Wesoło jest wtedy kiedy księżyc przychodzi.
W oknach malowane gwiazdki, Mikołaj patrzy co robię - jakby mnie szpiegował i donosił tobie.
Jem zupę pomidorową z ryżem, mięśnie odpoczywają, spoglądam na firankę wie o mnie prawie wszystko.
Dwie papużki w klatce uczyły się mojej piosenki - szczególnie tekst przypadł im do gustu: (Dźwięcz mi nutą pierwszą ważną, bym usłyszał ciebie w uwerturze gwiazd).
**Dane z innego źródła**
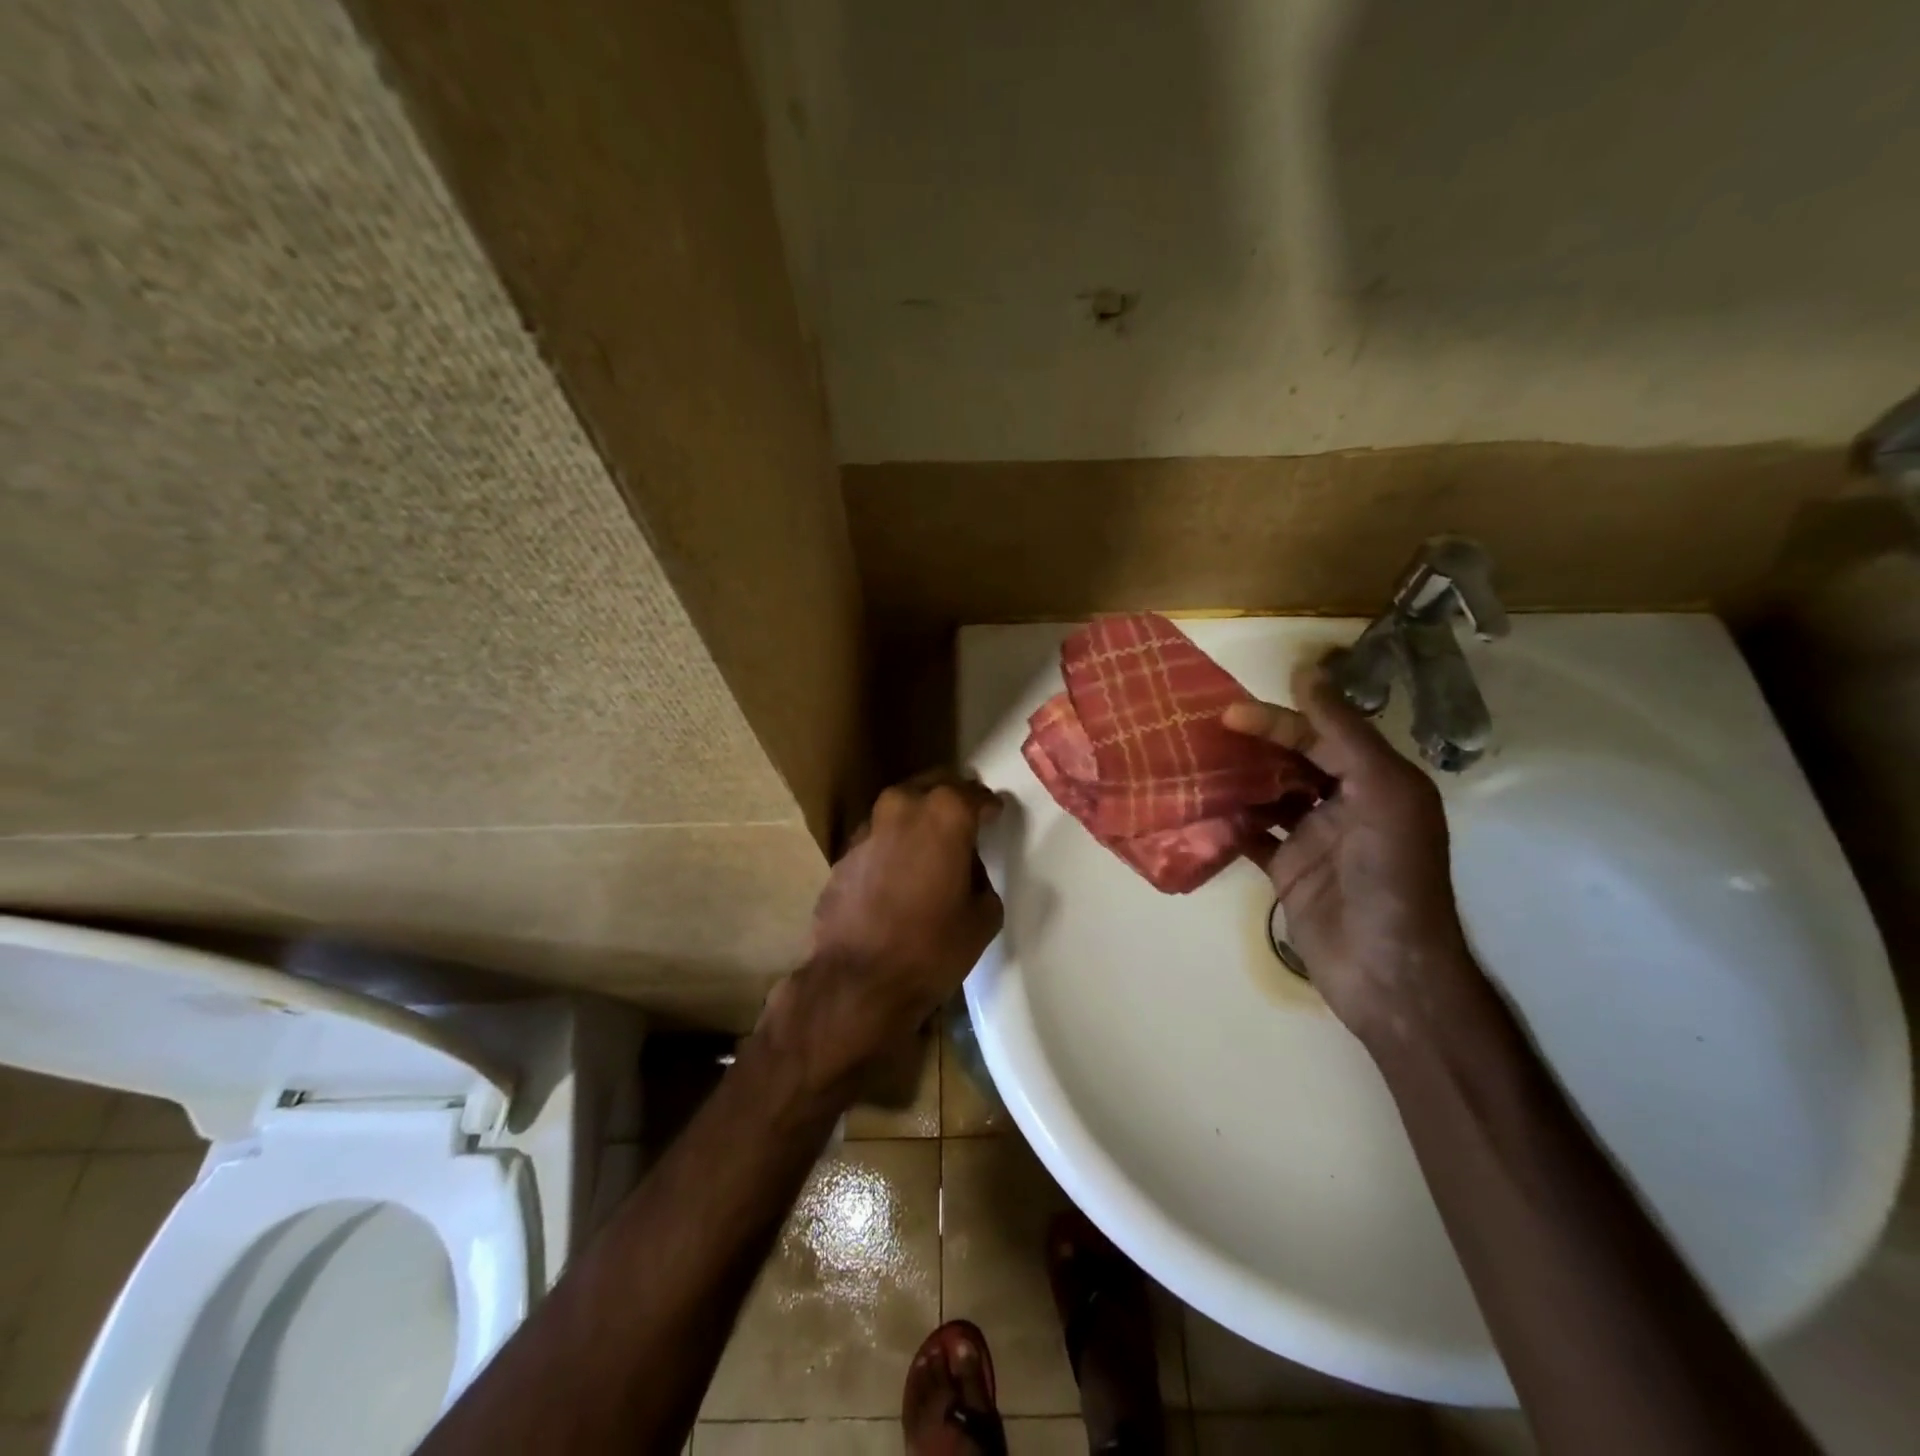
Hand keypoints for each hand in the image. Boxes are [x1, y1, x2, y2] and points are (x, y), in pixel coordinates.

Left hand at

Wczoraj chciałem się pochwalić a to z okazji Ewy przyjazdu, pomidorowa blues – i ja taki rozmarzony niczym bluszcz.
Pomidorowa wystygła z uczuć jakby pogniewała się na mnie.
Noc się zbliża tak blisko kobiety kochanej, uzupełniam dobór garnituru do jej sukienki.
Urodziny – we dwoje, dancing o historycznej barwie zostanie na obrazie wyeksponowanym drzewom i rzekom.
A w tych oczach będzie zapis, kompozycje ruchów, majestatyczny wzór – i szampan i dotyk rąk i szelest gwiazd.
Przeze mnie to zaciemnienie wiem jaki jestem lekki na tych schodach, akurat sukienka wiosenna roztańczona na wietrze.
Podglądam wciąż majaczący niczym na niemym filmie, miłosne tango i przytulna mgła, i spowiedź głodnego.